* **PROVIDED DATA**
####################
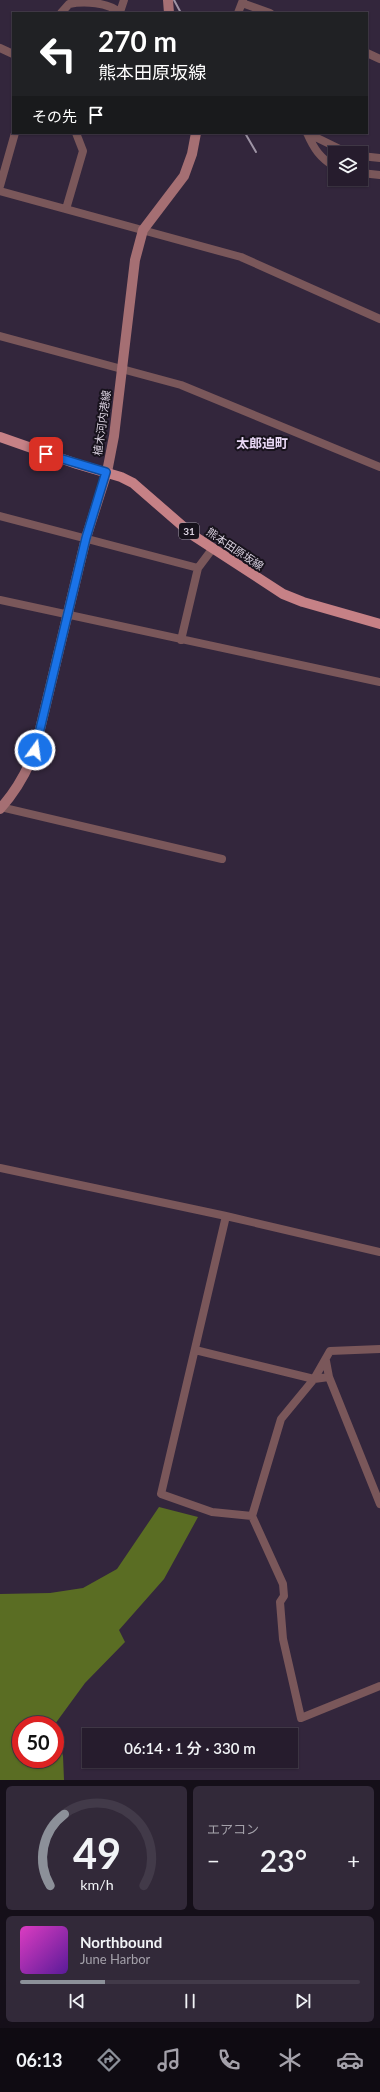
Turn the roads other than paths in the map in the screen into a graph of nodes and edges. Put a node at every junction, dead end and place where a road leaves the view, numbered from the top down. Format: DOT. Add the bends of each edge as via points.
graph roads {
  1 [pos="124,0"];
  2 [pos="168,0"];
  3 [pos="242,1"];
  4 [pos="62,12"];
  5 [pos="117,12"];
  6 [pos="120,12"];
  7 [pos="169,12"];
  8 [pos="238,12"];
  9 [pos="268,12"];
  10 [pos="0,48"];
  11 [pos="368,53"];
  12 [pos="12,54"];
  13 [pos="380,59"];
  14 [pos="15,134"];
  15 [pos="76,134"];
  16 [pos="196,134"];
  17 [pos="307,134"];
  18 [pos="309,134"];
  19 [pos="334,146"];
  20 [pos="368,157"];
  21 [pos="380,158"];
  22 [pos="328,163"];
  23 [pos="368,174"];
  24 [pos="380,175"];
  25 [pos="0,186"];
  26 [pos="0,191"];
  27 [pos="66,209"];
  28 [pos="143,230"];
  29 [pos="380,319"];
  30 [pos="0,336"];
  31 [pos="122,369"];
  32 [pos="0,437"];
  33 [pos="380,466"];
  34 [pos="106,472"];
  35 [pos="0,516"];
  36 [pos="86,538"];
  37 [pos="213,548"];
  38 [pos="198,568"];
  39 [pos="0,600"];
  40 [pos="68,616"];
  41 [pos="380,624"];
  42 [pos="180,640"];
  43 [pos="380,682"];
  44 [pos="1,808"];
  45 [pos="222,859"];
  46 [pos="0,1168"];
  47 [pos="226,1216"];
  48 [pos="380,1252"];
  49 [pos="380,1349"];
  50 [pos="195,1350"];
  51 [pos="326,1361"];
  52 [pos="329,1377"];
  53 [pos="314,1379"];
  54 [pos="380,1504"];
  55 [pos="252,1516"];
  56 [pos="380,1686"];
  1 -- 6 [label="street"];
  2 -- 7 [label="main road"];
  3 -- 8 [label="street"];
  3 -- 9 [label="street"];
  4 -- 5 [label="street" via="69,4 88,2"];
  10 -- 12 [label="street"];
  11 -- 13 [label="street"];
  14 -- 25 [label="street"];
  15 -- 27 [label="street" via="83,151"];
  16 -- 28 [label="main road, 植木河内港線" via="184,176"];
  17 -- 22 [label="street" via="314,149"];
  18 -- 19 [label="street"];
  20 -- 21 [label="street"];
  23 -- 24 [label="street"];
  26 -- 27 [label="street"];
  27 -- 28 [label="street"];
  28 -- 29 [label="street" via="241,257"];
  28 -- 31 [label="main road, 植木河内港線" via="135,260"];
  30 -- 31 [label="street"];
  31 -- 33 [label="street" via="181,385"];
  31 -- 34 [label="main road, 植木河内港線" via="114,436"];
  32 -- 34 [label="main road, 熊本田原坂線 / 31"];
  34 -- 36 [label="main road, 植木河内港線"];
  34 -- 37 [label="main road, 熊本田原坂線 / 31" via="133,483 194,536"];
  35 -- 36 [label="street"];
  36 -- 38 [label="street"];
  36 -- 40 [label="main road, 植木河内港線"];
  37 -- 38 [label="street"];
  37 -- 41 [label="main road, 熊本田原坂線 / 31" via="283,594"];
  38 -- 42 [label="street"];
  39 -- 40 [label="street"];
  40 -- 42 [label="street"];
  40 -- 44 [label="main road, 植木河内港線" via="35,750 23,778"];
  42 -- 43 [label="street"];
  44 -- 45 [label="street"];
  46 -- 47 [label="street"];
  47 -- 48 [label="street"];
  47 -- 50 [label="street"];
  49 -- 51 [label="street" via="330,1351"];
  50 -- 53 [label="street"];
  50 -- 55 [label="street" via="161,1494 212,1512"];
  51 -- 52 [label="street"];
  51 -- 53 [label="street"];
  52 -- 53 [label="street"];
  52 -- 54 [label="street"];
  53 -- 55 [label="street" via="281,1420"];
  55 -- 56 [label="street" via="283,1584 284,1596 280,1602 283,1639 301,1718"];
}
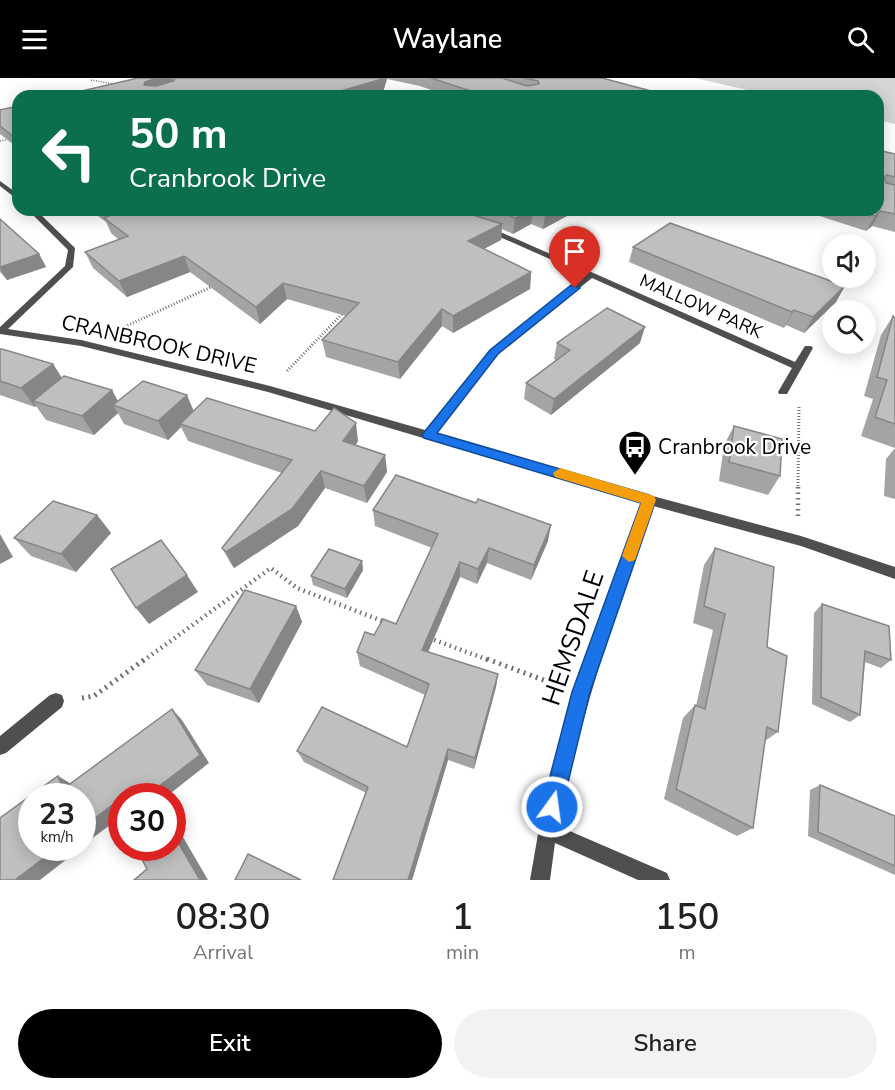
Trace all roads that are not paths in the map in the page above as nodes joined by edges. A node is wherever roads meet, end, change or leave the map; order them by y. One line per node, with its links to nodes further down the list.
1 (0, 183): 2 (street)
2 (12, 193)
3 (38, 216): 6 (street)
4 (482, 227): 5 (street, MALLOW PARK)
5 (591, 275): 8 (street, MALLOW PARK); 10 (street)
6 (1, 331): 10 (street, CRANBROOK DRIVE)
7 (808, 348): 8 (street)
8 (798, 367): 9 (street)
9 (783, 392)
10 (428, 435): 11 (street, CRANBROOK DRIVE)
11 (649, 500): 12 (street, CRANBROOK DRIVE); 15 (street, HEMSDALE)
12 (895, 573)
13 (56, 701): 14 (street)
14 (0, 747)
15 (546, 830): 16 (street, HEMSDALE); 17 (street)
16 (540, 880)
17 (660, 880)

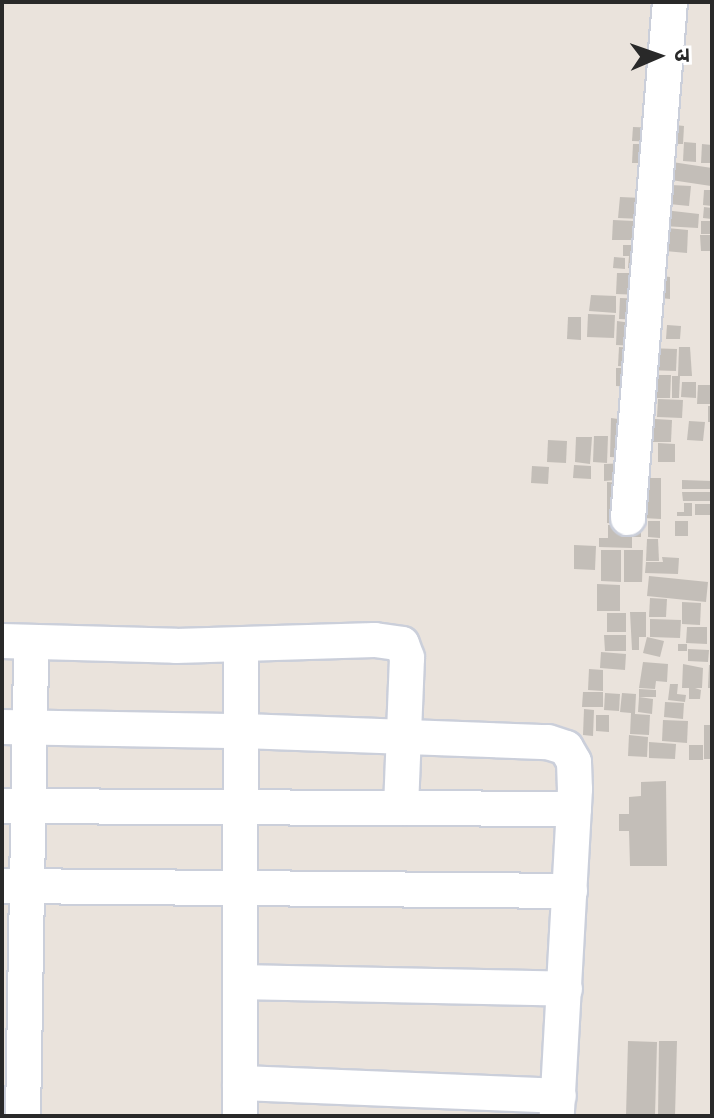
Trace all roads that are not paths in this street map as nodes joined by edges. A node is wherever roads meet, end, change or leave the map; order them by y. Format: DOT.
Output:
graph roads {
  1 [pos="670,2"];
  2 [pos="628,518"];
  3 [pos="17,641"];
  4 [pos="241,645"];
  5 [pos="17,729"];
  6 [pos="243,731"];
  7 [pos="403,738"];
  8 [pos="15,806"];
  9 [pos="242,807"];
  10 [pos="401,808"];
  11 [pos="574,809"];
  12 [pos="15,886"];
  13 [pos="243,890"];
  14 [pos="570,891"];
  15 [pos="13,973"];
  16 [pos="243,982"];
  17 [pos="565,989"];
  18 [pos="16,1096"];
  19 [pos="240,1100"];
  20 [pos="558,1106"];
  1 -- 2 [label="street"];
  3 -- 4 [label="street"];
  3 -- 5 [label="street"];
  4 -- 6 [label="street"];
  4 -- 7 [label="street"];
  5 -- 6 [label="street"];
  5 -- 8 [label="street"];
  6 -- 7 [label="street"];
  6 -- 9 [label="street"];
  7 -- 10 [label="street"];
  7 -- 11 [label="street"];
  8 -- 9 [label="street"];
  8 -- 12 [label="street"];
  9 -- 10 [label="street"];
  9 -- 13 [label="street"];
  10 -- 11 [label="street"];
  11 -- 14 [label="street"];
  12 -- 13 [label="street"];
  12 -- 15 [label="street"];
  13 -- 14 [label="street"];
  13 -- 16 [label="street"];
  14 -- 17 [label="street"];
  15 -- 18 [label="street"];
  16 -- 17 [label="street"];
  16 -- 19 [label="street"];
  17 -- 20 [label="street"];
  19 -- 20 [label="street"];
}
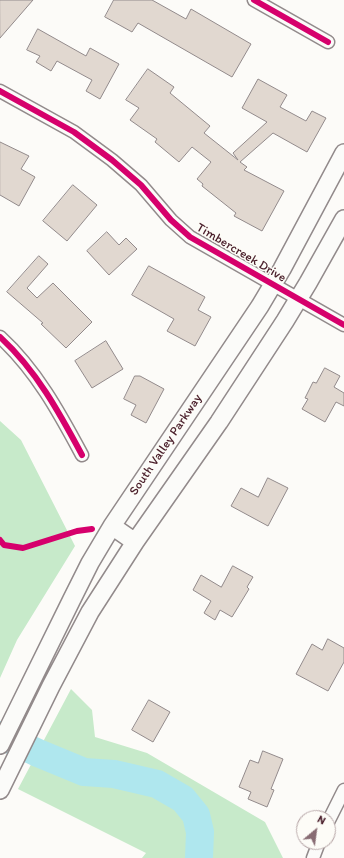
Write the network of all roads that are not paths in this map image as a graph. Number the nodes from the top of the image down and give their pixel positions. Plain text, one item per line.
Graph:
1 (254, 0) edge
2 (328, 42) dead end
3 (0, 91) edge
4 (344, 153) edge
5 (344, 220) edge
6 (273, 285) junction
7 (299, 300) junction
8 (344, 325) edge
9 (0, 337) edge
10 (82, 455) dead end
11 (112, 526) junction
12 (135, 542) junction
13 (0, 745) edge
14 (0, 790) edge
15 (344, 790) edge
16 (334, 810) edge

1 - 2 street
3 - 6 street, Timbercreek Drive
4 - 6 main road, South Valley Parkway
5 - 7 main road
6 - 7 street, Timbercreek Drive
6 - 11 main road, South Valley Parkway
7 - 8 street, Timbercreek Drive
7 - 12 main road
9 - 10 street
11 - 12 main road
11 - 13 main road, South Valley Parkway
12 - 14 main road
15 - 16 street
####################
* **TASK ITEM**
Lines above with the word "熊本田原坂線" should be counted, and the reply is that count alone.

* **SOLUTION TO THIS TASK**
3